## AIM OF THE TASK
Leave no line out; reproduce the listing exactly.

## DATA SEGMENT
==*==
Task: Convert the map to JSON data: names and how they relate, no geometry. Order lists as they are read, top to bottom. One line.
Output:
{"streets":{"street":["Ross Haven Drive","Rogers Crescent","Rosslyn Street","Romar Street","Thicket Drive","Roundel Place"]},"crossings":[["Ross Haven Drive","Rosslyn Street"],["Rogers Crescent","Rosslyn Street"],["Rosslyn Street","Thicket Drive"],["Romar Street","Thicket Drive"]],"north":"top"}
==*==
## YOUR SOLUTION
Task: Convert the map to JSON data: names and how they relate, no geometry. Order lists as they are read, top to bottom. One line.
Output:
{"streets":{"street":["Ross Haven Drive","Rogers Crescent","Rosslyn Street","Romar Street","Thicket Drive","Roundel Place"]},"crossings":[["Ross Haven Drive","Rosslyn Street"],["Rogers Crescent","Rosslyn Street"],["Rosslyn Street","Thicket Drive"],["Romar Street","Thicket Drive"]],"north":"top"}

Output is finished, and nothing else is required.